The view couldn't be complained about though. A grey sky was trapping in the heat but even with the storm clouds rolling in over the ocean she was happy enough staring out at the murky coloured water. There were days it was pretty, serene, telling her this was a perfect place to really grow some roots and dig in for another eight years, but no view was ever going to make up for the perpetual drip of sweat and paranoia about her body odour.

Why would anyone live somewhere that jeans weren't an option for at least three months a year, she regularly asked herself, but here she was, hanging on because it really was just easier to think that she'd already met him and should wait around for him to realise it was her that he'd been dreaming about.

It was pathetic. She wasn't in denial about that. Worse though was that she wasn't entirely sure who 'him' was. It could've been her brother's best friend, the recently divorced man she'd been fantasising about since she was sixteen and who always dirty danced with her at weddings, clubs, and the like. Or maybe it was the man she'd briefly dated nearly two years before and who had managed to keep her infatuated for a period much longer than the length of time he stuck around for (six weeks had bought him two years of wondering what could've been, to be exact).

Look, the thing was, it didn't really matter who 'him' was, the main thing was that she had an excuse to stay and didn't need to metaphorically grab that bull by the horns and take a flying leap into uncertainty.

Thirty-two, singled five years ago and living in the past, athletic, not career focused but in a job that allowed her some comforts, it seemed silly to throw it all out the window just because of her eternal and passionate distaste for humidity.

Tourists, though.

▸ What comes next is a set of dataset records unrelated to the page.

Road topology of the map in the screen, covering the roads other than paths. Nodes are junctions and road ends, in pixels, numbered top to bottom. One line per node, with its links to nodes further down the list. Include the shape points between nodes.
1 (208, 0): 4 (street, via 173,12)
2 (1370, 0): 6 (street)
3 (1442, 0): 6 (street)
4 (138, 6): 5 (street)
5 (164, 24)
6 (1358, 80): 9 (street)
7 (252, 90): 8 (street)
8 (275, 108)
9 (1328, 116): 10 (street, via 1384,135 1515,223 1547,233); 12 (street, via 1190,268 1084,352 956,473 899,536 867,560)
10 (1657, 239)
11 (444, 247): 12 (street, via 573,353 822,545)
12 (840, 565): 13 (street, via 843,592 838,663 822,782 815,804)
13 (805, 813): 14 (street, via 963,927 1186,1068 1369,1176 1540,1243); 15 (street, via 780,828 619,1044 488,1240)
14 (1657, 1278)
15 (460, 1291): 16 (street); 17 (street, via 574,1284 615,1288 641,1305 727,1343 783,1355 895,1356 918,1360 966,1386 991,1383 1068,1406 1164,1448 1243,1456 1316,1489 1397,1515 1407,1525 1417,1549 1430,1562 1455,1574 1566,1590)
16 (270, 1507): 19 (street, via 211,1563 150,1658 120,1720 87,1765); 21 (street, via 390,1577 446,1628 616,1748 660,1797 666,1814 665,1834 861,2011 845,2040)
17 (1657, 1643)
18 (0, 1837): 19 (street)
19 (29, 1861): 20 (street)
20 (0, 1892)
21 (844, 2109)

They were everywhere. Coupled with the humidity that was definitely enough reason to move somewhere that was dominated more by locals. Scowling at a loved-up couple sitting at the table beside hers, she took another sip of her wine. She drank too much. She knew that, yet she didn't care. It was the reason her once athletic frame now had a softer feel to it and she regularly reminded herself that there were some men out there who preferred this look. It made it okay in her mind, acceptable even, which allowed her to continue what she was doing without any guilt.

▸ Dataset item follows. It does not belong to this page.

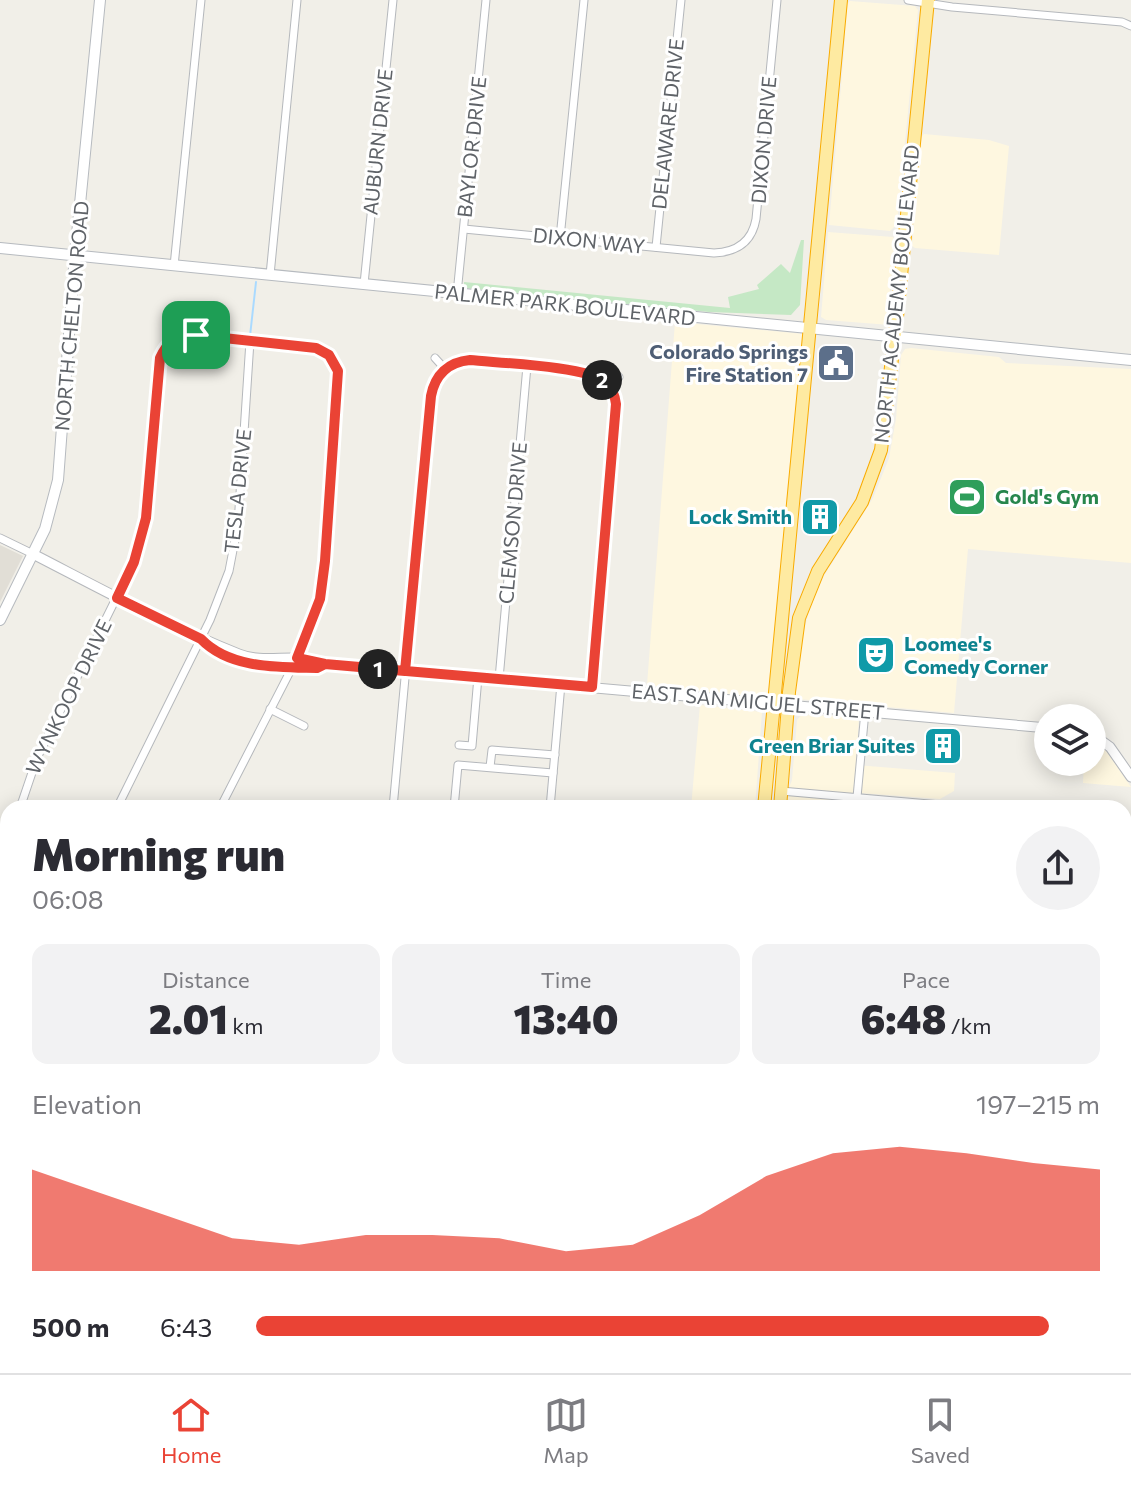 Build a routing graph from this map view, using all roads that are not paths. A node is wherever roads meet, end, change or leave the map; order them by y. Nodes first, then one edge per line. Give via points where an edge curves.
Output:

A tropical pizza sat in front of her and as much as the cliche of eating a tropical pizza in the tropics annoyed her to the point of considering ordering something different, it was the very same dish that she ate in this exact restaurant every single Sunday afternoon. Always alone. It wasn't that she didn't have friends as such, it was just more that making plans also annoyed her. Her inner control freak struggled with the idea of not being able to change her mind just because she felt like it, and so each Sunday she ate alone. Picking off the pineapple, then the topping, and then the base. Always ignoring the curious looks from whichever annoying tourist was sat beside her; she was a creature of habit.

The couple beside her now were no exception. They continued canoodling and it was as perfect a reason as any to continue drinking. The thing was - and she had this on good authority from a recently widowed woman she worked with - that loneliness tends to fuel drinking. The woman had practically okayed her continuing to drink with her lunchtime and evening meals, and without children, a partner or any real responsibility other than putting food in the dogs bowls daily and remembering to be at work by 7am, what reason did she have to not drink?

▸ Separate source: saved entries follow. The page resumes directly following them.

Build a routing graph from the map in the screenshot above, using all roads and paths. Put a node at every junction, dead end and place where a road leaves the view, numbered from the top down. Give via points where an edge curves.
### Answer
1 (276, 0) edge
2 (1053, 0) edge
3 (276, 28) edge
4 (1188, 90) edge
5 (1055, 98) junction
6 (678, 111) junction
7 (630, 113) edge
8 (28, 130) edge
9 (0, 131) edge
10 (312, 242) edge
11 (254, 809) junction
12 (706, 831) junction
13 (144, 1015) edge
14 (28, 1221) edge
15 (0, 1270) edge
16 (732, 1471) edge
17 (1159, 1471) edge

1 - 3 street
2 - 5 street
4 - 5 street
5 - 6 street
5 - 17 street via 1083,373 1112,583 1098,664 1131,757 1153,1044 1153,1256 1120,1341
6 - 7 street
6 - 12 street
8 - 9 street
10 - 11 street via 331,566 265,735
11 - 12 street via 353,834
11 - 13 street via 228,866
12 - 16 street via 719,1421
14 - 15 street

So it was settled. She would drink as much as she was legally allowed to whilst still being able to drive, and then she would remind herself that moving somewhere with an apartment in the city - thus negating the need to limit her alcohol consumption - was a perfect reason to finally move out of this seaside, tourist town that was so far removed from the real world and all the places she would rather be.

That was exactly how Bonnie Martin spent her Sunday afternoon.